- _Work item_
Repeat, word for word, each of the records shown below, without their pictures.

[Items listed in a dataset]
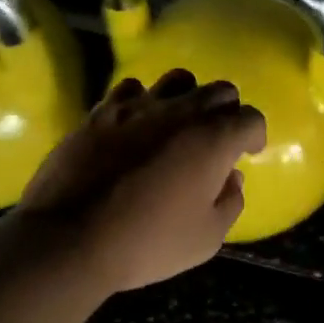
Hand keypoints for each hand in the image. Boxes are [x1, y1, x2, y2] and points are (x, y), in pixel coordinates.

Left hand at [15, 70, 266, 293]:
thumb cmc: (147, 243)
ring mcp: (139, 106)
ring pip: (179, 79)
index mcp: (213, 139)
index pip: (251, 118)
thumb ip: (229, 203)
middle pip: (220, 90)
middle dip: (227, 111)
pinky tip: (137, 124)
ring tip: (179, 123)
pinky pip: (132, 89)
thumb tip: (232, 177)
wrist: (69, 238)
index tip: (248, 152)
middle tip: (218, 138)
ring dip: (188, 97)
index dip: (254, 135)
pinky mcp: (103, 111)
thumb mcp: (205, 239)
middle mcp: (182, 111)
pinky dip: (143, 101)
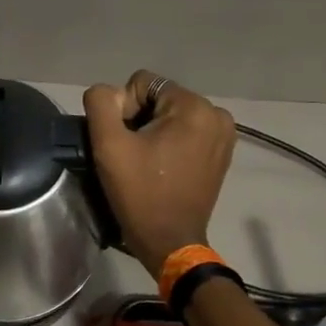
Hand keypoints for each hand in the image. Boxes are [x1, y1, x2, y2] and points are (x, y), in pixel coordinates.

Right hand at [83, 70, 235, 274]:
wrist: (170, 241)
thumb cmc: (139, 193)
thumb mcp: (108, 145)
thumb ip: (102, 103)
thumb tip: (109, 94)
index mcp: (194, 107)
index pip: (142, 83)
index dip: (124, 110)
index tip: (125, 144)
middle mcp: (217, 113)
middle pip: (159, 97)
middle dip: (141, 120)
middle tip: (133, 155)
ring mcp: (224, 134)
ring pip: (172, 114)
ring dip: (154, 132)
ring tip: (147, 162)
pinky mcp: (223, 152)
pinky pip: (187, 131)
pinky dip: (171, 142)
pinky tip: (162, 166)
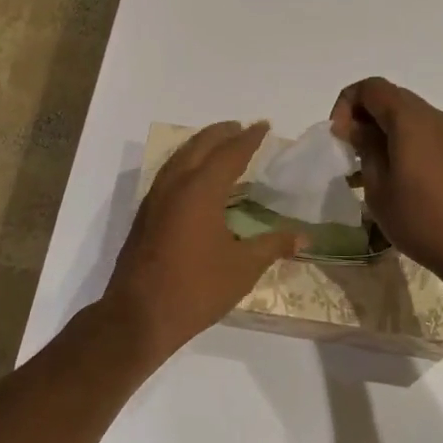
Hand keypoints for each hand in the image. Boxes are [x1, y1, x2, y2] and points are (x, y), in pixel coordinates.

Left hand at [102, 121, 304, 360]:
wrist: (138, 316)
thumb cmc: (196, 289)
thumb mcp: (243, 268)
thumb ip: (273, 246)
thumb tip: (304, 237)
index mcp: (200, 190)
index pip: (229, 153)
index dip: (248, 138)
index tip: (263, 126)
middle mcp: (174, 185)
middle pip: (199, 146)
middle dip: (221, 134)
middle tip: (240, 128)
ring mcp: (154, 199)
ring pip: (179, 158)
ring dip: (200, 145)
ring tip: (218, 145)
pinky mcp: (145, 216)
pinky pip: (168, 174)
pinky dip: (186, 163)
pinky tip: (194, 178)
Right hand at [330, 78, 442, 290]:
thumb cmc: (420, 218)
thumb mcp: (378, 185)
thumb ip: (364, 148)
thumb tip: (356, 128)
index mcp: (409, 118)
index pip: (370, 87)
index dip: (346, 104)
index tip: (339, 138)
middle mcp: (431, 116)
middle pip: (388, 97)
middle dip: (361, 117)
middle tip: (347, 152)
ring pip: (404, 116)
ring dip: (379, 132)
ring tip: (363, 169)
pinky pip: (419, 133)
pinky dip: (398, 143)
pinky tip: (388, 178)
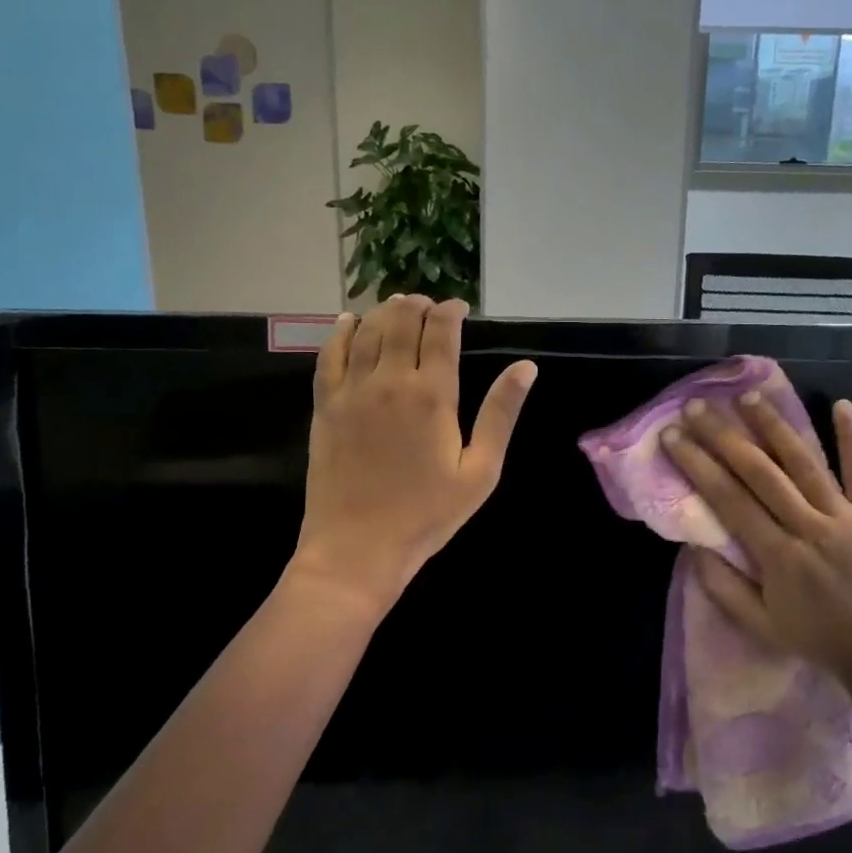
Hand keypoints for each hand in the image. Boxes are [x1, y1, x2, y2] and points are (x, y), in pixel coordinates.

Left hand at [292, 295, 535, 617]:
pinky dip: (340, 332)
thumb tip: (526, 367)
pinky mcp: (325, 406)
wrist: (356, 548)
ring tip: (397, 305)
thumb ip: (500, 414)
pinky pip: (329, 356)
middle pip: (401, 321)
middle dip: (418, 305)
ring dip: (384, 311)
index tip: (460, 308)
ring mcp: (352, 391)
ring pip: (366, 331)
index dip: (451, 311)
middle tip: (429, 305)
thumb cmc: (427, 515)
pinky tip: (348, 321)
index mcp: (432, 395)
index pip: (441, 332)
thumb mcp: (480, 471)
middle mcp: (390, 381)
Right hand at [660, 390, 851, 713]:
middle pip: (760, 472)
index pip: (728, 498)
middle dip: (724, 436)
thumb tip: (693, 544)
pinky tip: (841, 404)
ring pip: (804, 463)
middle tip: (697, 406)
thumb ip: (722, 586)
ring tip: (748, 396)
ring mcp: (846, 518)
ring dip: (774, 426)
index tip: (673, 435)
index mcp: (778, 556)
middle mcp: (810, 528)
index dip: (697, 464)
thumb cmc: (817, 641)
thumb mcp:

- _Response for this exercise_
Hand keypoints for each hand in the image. Boxes are [x1, y1, x2, y2] and points are (x, y), in pixel coordinates.

Left hand at [15, 70, 266, 293]:
thumb cmc: (147, 243)
ring mcp: (139, 106)
ring pip: (179, 79)
index mcp: (213, 139)
index pip: (251, 118)
thumb ip: (229, 203)
middle pip: (220, 90)
middle dip: (227, 111)
pinky tip: (137, 124)
ring tip: (179, 123)
pinky pip: (132, 89)
thumb tip: (232, 177)
wrist: (69, 238)
index tip: (248, 152)
middle tip: (218, 138)
ring dip: (188, 97)
index dip: (254, 135)
pinky mcp: (103, 111)
thumb mcp: (205, 239)
middle mcp: (182, 111)
pinky dip: (143, 101)
Hand keypoints for each hand in the image. Boxes are [x1, y1, x2, y2] and points are (x, y), in pixel coordinates.

Right hand at [83, 70, 235, 274]:
wrist: (170, 241)
thumb cmc: (139, 193)
thumb mcp: (108, 145)
thumb ip: (102, 103)
thumb tip: (109, 94)
index mcp: (194, 107)
index pip: (142, 83)
index dip: (124, 110)
index tip: (125, 144)
middle mcp: (217, 113)
middle pip: (159, 97)
middle dip: (141, 120)
middle tip: (133, 155)
ring mcp: (224, 134)
ring pip: (172, 114)
ring dip: (154, 132)
ring tip: (147, 162)
pinky mcp: (223, 152)
pinky pip: (187, 131)
pinky dip: (171, 142)
pinky tip: (162, 166)
Hand keypoints for each hand in the image. Boxes are [x1, y1, x2, y2] and points are (x, y), in pixel coordinates.

Left hand at [102, 121, 304, 360]:
wrist: (138, 316)
thumb cmc: (196, 289)
thumb mcp: (243, 268)
thumb ip: (273, 246)
thumb tip: (304, 237)
index mcp: (200, 190)
index pip: (229, 153)
index dip: (248, 138)
index tip: (263, 126)
middle mcp: (174, 185)
middle pip: (199, 146)
middle dip: (221, 134)
middle tip: (240, 128)
ring mcp: (154, 199)
ring pip: (179, 158)
ring dip: (200, 145)
ring tip: (218, 145)
pinky mcp: (145, 216)
pinky pip: (168, 174)
pinky dip: (186, 163)
pinky tip: (194, 178)
Right hand at [330, 78, 442, 290]:
thumb cmc: (420, 218)
thumb mcp: (378, 185)
thumb ip: (364, 148)
thumb tip: (356, 128)
index mcp: (409, 118)
index pip: (370, 87)
index dip: (346, 104)
index tip: (339, 138)
middle mcp: (431, 116)
middle pip: (388, 97)
middle dip: (361, 117)
middle tip: (347, 152)
ring pip: (404, 116)
ring dip: (379, 132)
ring tip: (363, 169)
pinky pip: (419, 133)
pinky dip: (398, 143)
pinky tip: (388, 178)
Hand keypoints for each hand in the image. Boxes are [x1, y1, x2, y2] and points are (x, y), in pixel coordinates.

Left hand at [292, 295, 535, 617]:
pinky dip: (340, 332)
thumb tip: (526, 367)
pinky mcp: (325, 406)
wrist: (356, 548)
ring tip: (397, 305)
thumb ip: (500, 414)
pinky pip: (329, 356)
middle pip: (401, 321)
middle dip: (418, 305)
ring dip: (384, 311)
index tip: (460, 308)
ring mcp: (352, 391)
ring pip: (366, 331)
index dip: (451, 311)
middle tip: (429, 305)
thumb cmc: (427, 515)
pinky tip: (348, 321)
index mcp: (432, 395)
index pip: (441, 332)
thumb mcp: (480, 471)
middle mcp: (390, 381)
Right hand at [660, 390, 851, 713]:
middle pip: (760, 472)
index pip: (728, 498)
middle dip: (724, 436)
thumb tip: (693, 544)
pinky tip: (841, 404)
ring pip: (804, 463)
middle tip: (697, 406)
thumb ip: (722, 586)
ring tip: (748, 396)
ring mcp: (846, 518)
ring dip: (774, 426)
index tip: (673, 435)
index mcp: (778, 556)
middle mcp: (810, 528)
index dip: (697, 464)
thumb cmc: (817, 641)
thumb mcp:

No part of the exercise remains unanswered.